▶ [WHAT NEEDS TO BE DONE]
Would you go through the records below and copy each line with the string "paths"?

▶ [RECORDED INFORMATION]
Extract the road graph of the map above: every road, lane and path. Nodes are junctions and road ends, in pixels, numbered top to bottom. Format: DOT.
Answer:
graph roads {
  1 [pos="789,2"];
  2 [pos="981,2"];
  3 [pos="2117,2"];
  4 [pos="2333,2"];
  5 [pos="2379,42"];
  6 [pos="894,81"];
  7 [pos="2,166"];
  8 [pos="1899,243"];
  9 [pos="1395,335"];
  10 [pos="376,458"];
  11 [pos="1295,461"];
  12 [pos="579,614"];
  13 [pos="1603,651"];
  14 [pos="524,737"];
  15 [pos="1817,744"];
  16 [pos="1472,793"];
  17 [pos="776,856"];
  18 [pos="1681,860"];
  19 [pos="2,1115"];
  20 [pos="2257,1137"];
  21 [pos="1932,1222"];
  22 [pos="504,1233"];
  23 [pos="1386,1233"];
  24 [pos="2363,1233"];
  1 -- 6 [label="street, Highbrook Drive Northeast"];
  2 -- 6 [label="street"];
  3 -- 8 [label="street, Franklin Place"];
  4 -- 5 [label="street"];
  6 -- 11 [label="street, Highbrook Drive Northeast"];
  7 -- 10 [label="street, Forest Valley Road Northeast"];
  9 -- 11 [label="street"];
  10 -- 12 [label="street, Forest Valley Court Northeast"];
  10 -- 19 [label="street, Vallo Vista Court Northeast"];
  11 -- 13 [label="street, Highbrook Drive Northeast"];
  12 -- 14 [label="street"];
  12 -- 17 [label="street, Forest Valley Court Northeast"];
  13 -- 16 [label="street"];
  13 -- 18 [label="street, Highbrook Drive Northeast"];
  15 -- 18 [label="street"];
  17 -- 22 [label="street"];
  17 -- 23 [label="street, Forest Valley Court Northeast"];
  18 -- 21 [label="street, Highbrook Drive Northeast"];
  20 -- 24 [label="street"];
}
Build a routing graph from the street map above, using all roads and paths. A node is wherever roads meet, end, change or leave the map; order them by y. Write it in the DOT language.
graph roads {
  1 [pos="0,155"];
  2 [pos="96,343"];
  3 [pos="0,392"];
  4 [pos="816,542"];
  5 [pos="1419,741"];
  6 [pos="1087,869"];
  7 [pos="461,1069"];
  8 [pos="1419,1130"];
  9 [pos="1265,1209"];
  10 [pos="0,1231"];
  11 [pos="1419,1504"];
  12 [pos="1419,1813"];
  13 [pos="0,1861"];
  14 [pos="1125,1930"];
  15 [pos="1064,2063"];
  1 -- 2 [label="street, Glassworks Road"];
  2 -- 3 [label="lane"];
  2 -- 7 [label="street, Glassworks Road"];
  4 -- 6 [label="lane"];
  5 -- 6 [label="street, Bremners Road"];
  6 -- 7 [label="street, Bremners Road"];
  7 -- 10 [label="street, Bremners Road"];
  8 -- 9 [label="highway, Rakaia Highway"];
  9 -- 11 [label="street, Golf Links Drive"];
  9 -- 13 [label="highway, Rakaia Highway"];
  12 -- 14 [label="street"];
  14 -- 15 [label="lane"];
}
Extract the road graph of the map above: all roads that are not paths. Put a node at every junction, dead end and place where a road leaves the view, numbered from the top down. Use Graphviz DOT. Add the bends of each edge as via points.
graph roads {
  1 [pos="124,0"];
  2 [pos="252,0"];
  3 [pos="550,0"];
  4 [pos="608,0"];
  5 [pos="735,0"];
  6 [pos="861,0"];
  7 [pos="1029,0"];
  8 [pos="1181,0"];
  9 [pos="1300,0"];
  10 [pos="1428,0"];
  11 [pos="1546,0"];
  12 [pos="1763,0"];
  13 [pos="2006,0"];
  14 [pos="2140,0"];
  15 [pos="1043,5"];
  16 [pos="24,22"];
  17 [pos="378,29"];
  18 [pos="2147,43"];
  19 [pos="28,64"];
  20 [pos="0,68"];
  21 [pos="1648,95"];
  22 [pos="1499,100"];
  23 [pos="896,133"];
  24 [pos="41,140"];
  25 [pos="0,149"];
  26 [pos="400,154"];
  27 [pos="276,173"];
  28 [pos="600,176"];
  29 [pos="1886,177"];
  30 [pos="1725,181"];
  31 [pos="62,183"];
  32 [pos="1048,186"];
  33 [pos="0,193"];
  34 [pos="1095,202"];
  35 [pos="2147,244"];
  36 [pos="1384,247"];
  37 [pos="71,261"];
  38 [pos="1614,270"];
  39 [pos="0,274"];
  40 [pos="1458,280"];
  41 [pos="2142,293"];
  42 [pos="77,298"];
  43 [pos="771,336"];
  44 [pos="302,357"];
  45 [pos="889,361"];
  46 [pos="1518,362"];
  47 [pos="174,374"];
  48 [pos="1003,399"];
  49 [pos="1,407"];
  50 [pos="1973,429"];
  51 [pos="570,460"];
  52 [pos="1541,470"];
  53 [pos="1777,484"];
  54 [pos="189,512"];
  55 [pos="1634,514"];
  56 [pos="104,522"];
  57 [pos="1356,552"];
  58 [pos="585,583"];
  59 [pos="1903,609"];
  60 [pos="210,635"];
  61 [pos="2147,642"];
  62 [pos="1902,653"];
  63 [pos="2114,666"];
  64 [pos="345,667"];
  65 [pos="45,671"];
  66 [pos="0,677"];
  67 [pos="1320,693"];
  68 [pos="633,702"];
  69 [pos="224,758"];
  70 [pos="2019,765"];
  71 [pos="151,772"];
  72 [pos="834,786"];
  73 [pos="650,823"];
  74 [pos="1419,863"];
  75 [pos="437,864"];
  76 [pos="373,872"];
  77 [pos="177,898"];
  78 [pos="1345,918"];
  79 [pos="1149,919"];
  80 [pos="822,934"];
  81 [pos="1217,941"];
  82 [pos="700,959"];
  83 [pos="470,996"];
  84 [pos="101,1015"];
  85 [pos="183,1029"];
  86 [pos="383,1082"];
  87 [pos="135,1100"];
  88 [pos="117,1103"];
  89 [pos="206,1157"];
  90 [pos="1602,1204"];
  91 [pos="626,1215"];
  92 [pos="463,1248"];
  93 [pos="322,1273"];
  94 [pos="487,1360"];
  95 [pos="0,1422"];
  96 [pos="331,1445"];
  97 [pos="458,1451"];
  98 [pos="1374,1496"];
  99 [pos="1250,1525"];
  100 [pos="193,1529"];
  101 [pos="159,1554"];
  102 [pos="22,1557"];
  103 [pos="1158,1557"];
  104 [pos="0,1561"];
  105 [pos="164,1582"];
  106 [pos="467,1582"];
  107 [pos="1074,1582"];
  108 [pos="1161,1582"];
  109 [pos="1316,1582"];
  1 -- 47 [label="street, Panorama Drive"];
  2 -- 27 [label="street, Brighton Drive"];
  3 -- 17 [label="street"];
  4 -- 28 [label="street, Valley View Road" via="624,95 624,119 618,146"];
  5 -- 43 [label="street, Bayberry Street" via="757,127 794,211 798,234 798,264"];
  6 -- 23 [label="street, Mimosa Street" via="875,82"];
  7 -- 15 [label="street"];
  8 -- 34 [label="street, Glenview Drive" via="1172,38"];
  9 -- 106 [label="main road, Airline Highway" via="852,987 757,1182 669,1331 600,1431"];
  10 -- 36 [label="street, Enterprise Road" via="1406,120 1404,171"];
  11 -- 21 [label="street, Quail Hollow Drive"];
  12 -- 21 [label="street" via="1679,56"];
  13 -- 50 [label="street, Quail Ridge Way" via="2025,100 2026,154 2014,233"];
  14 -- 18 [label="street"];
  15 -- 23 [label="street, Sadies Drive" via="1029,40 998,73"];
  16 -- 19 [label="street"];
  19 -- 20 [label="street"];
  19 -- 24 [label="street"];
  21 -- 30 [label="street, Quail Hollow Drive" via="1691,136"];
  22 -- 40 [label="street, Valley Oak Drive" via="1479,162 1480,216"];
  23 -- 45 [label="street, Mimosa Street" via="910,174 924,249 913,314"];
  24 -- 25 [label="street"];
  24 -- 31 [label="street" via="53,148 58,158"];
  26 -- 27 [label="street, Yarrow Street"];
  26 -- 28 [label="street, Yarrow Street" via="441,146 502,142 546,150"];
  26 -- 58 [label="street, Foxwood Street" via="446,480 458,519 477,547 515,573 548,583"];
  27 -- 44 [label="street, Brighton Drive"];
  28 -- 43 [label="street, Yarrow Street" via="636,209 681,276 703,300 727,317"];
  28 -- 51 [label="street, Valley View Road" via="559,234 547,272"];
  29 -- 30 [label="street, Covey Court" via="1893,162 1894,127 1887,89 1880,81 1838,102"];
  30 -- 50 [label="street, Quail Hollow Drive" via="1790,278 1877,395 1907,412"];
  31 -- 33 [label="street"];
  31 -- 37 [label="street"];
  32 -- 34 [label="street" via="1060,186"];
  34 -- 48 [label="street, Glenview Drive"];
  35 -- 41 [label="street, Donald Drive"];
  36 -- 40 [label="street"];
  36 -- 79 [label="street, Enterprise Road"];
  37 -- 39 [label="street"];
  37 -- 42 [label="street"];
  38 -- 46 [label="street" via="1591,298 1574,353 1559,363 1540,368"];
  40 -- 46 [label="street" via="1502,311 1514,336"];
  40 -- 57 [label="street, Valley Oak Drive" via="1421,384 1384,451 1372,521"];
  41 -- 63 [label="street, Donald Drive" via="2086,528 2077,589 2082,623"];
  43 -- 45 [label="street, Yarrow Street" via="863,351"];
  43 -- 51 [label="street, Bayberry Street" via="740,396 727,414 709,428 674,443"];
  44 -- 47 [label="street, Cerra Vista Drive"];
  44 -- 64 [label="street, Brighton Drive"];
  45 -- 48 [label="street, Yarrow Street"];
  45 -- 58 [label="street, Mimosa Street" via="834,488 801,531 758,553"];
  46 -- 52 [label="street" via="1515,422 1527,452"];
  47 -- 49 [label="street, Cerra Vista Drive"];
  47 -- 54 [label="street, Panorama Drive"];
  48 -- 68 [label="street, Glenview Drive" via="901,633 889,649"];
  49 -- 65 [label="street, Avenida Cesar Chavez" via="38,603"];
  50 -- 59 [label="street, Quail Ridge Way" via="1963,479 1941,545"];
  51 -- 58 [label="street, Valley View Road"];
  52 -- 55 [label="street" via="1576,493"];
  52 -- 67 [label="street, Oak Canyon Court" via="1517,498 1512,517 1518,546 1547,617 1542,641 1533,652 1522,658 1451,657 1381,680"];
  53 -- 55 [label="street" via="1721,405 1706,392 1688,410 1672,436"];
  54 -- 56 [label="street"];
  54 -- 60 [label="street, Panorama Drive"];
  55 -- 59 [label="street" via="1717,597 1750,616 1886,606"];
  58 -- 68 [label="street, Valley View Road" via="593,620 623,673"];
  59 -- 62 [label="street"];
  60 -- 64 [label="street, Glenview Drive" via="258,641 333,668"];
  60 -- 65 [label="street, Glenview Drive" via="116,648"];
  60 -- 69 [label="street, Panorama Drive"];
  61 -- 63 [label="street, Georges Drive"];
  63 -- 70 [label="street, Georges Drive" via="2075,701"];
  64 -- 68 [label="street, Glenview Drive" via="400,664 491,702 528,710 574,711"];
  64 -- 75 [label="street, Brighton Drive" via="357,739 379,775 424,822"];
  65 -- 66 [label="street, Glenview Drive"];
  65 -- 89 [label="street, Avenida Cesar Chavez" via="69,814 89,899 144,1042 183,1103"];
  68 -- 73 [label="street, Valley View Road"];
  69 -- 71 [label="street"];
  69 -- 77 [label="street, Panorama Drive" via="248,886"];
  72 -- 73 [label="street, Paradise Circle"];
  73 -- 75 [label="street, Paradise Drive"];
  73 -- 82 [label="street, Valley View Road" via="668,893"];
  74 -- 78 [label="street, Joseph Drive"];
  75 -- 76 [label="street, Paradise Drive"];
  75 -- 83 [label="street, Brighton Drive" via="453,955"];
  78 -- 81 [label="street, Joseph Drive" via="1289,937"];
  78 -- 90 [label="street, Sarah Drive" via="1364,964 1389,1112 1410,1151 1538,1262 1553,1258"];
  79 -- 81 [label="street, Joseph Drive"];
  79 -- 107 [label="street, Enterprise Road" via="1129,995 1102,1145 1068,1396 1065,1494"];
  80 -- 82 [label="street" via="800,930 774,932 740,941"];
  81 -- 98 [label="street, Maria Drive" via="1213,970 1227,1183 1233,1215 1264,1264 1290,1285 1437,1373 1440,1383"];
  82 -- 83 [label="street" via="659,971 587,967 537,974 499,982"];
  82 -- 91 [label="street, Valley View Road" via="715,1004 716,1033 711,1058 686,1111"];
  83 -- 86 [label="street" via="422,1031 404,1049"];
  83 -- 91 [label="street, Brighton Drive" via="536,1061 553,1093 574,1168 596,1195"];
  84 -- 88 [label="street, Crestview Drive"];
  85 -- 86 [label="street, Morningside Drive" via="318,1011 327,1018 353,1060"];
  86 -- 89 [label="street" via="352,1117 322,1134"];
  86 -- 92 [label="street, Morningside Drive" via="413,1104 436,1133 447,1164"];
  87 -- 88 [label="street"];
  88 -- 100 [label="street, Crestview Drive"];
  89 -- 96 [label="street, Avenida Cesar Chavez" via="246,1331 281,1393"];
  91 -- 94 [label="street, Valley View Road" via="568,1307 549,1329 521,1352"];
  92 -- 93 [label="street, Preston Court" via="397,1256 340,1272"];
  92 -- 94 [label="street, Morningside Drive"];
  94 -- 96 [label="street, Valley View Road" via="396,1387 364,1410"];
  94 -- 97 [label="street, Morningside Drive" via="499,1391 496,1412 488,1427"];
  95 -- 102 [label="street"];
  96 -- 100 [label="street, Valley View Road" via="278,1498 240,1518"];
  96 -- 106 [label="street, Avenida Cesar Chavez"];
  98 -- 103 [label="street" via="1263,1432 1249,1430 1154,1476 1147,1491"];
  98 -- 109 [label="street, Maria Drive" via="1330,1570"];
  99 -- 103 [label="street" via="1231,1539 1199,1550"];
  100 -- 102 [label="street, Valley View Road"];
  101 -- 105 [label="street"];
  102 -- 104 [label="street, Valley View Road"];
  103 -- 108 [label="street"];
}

▶ [ANSWER AREA]
Build a routing graph from the street map above, using all roads and paths. A node is wherever roads meet, end, change or leave the map; order them by y. Write it in the DOT language.
Extract the road graph of the map above: all roads that are not paths. Put a node at every junction, dead end and place where a road leaves the view, numbered from the top down. Use Graphviz DOT. Add the bends of each edge as via points.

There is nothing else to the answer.